5. Your Parents Are Always There For You (Even If You Choose Other Options)

"[My parents] have told me in the past that if I ever need anything to always talk to them. Not gonna lie, I don’t think many teenagers go to their parents when they start dating; they turn to friends and colleagues, so that’s what I have done. But my parents let it be known that if I ever needed to talk about anything, they would be there."

6. Marriage Equality Means Relief For Same-Sex Parents And Their Families

"To [my parents], [having their marriage legally recognized] means relief. Relief that their kids can know they are happy. Relief that other couples can have their marriage recognized as well and even get married in states that currently ban same-sex marriage. Relief that they no longer have to worry about dying as 'partners' instead of 'husbands.'"

7. No Matter How SCOTUS Votes, It Will Not Invalidate Any Same-Sex Relationship Out There

"My parents have worked for the better part of their lives to have their marriage recognized. Although they got married in California in 2008, we have always believed that they were married long before then. Their relationship is valid in my eyes and in the eyes of others. If SCOTUS does not rule in their favor, it does not invalidate their relationship in any way. They have fought long and hard to get here and that’s what important."

8. Be Prepared That People Might Be Jerks, But Also Hope For The Best

"When I was younger and about to start preschool, my parents didn’t really sit us down, but kind of discussed our family being different. Tyler (my twin brother) and I were playing with our toys and I remember my parents saying something along the lines of 'your dad and I are gay and because we are different, some kids may pick on you. If anyone is ever mean to you and makes fun of you, please tell us.' As a kid, you don’t pay much mind to that because you don’t really understand the severity of it. Luckily, Tyler and I were very fortunate to have not been bullied about having gay parents in school."

9. People Should Judge You For Your Character And Nothing Else

"Having gay parents has never interfered with any relationships I have had. Usually, it is not the first thing I bring up when I am first talking to someone. I let people get to know me and then I bring it up later. At that point, it’s irrelevant and people can’t say anything based on my character because they have gotten to know me before they knew I had gay parents."

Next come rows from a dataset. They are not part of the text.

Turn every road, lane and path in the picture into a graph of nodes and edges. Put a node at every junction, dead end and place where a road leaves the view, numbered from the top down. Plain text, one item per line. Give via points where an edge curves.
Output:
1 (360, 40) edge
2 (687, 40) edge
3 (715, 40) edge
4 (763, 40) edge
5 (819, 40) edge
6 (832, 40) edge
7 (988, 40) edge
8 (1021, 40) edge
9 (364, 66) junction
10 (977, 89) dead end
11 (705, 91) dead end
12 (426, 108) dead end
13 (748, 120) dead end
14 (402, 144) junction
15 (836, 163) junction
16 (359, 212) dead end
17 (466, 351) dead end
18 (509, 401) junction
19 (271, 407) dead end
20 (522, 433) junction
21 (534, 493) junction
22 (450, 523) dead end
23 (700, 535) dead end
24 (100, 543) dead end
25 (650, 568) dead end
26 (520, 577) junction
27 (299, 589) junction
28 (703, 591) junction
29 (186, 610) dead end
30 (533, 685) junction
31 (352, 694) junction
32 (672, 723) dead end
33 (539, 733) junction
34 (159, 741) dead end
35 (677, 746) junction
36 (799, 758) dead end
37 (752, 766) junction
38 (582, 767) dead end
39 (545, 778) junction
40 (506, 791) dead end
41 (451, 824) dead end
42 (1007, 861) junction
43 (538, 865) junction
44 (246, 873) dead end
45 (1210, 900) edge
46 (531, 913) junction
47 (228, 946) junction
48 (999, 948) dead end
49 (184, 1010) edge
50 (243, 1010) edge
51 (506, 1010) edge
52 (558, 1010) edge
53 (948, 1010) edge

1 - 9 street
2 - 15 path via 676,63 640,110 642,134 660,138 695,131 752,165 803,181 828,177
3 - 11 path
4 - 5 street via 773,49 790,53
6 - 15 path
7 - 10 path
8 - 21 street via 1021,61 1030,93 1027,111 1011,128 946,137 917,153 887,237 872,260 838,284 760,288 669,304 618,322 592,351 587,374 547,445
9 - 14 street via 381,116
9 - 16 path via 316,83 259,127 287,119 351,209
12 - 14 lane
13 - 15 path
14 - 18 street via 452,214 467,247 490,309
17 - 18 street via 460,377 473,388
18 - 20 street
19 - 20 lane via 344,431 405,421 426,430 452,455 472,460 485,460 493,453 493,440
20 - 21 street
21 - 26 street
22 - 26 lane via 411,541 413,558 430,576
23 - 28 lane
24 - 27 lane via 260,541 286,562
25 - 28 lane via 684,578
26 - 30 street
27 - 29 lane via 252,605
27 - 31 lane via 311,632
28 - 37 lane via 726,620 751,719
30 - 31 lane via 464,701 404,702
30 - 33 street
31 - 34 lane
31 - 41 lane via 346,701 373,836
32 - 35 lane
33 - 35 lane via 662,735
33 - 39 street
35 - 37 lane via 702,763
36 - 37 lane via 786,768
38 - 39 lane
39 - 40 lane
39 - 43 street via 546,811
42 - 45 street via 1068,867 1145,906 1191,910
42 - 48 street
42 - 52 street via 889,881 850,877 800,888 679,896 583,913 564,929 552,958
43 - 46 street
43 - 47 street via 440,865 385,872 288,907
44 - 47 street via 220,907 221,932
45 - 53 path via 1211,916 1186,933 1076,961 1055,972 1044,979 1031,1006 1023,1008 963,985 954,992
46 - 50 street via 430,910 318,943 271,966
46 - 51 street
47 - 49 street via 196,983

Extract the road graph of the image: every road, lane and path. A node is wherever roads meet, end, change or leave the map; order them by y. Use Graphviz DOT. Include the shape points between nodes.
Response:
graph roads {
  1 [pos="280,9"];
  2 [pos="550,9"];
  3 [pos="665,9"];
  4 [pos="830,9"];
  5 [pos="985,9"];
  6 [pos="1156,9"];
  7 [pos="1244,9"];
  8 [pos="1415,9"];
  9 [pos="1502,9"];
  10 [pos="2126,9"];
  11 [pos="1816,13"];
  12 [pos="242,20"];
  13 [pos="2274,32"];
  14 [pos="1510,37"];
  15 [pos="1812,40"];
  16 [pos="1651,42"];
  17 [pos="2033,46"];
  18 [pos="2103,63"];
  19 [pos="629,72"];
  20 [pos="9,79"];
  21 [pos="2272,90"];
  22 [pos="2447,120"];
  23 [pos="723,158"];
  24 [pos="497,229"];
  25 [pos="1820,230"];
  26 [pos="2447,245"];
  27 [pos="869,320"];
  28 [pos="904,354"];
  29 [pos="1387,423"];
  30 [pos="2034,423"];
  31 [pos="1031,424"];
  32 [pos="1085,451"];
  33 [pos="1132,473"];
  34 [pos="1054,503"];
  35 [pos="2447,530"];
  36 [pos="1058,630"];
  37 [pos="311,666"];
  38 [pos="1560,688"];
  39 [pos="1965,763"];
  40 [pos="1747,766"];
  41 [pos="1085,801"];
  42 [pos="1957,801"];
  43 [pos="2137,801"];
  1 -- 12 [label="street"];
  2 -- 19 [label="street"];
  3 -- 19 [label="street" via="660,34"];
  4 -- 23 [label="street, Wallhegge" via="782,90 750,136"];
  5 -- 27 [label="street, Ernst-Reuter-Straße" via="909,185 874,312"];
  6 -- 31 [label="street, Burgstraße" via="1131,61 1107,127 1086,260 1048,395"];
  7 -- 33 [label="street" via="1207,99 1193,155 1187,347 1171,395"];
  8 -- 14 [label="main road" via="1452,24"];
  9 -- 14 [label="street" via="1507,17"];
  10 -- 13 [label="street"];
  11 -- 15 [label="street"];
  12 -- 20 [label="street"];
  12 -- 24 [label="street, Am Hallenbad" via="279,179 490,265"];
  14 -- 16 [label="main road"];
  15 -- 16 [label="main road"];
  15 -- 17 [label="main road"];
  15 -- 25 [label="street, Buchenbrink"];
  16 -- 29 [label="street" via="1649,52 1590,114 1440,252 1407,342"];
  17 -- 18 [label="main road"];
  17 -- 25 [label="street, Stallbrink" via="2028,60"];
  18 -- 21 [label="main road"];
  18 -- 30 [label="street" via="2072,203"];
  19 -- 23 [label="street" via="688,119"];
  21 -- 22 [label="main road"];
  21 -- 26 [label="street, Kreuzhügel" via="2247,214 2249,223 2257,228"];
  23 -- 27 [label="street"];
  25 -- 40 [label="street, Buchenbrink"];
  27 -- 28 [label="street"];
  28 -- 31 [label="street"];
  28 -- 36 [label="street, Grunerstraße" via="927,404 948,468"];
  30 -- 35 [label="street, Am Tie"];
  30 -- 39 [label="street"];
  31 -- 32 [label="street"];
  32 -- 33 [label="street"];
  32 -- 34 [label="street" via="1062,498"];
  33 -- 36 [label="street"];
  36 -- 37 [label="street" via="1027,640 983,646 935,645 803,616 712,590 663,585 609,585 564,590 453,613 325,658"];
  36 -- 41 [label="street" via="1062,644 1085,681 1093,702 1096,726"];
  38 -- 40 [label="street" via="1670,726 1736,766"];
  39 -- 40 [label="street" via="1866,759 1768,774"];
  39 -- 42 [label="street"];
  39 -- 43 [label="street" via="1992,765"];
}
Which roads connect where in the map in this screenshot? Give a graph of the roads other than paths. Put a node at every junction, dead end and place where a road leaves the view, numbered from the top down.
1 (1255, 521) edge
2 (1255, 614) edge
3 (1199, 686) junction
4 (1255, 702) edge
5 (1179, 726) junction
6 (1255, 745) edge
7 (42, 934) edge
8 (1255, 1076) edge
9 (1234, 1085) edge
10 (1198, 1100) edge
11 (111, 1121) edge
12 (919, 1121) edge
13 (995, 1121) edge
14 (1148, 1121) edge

10. Tevin's Best Piece Of Love Advice?

"I have this quote that Britney Spears once said 'Go beyond reason to love, for it's the only safety there is.' Honestly, don’t close yourself off to it. Love all you can because it’s what going to get you through the tough times. Always be willing to listen to other people. Seek to understand, not to be understood. That is the key to having a good relationship with someone. Always understand that you may be the problem and it may not be the other person’s fault. Once you do that, life will be so much easier, I promise."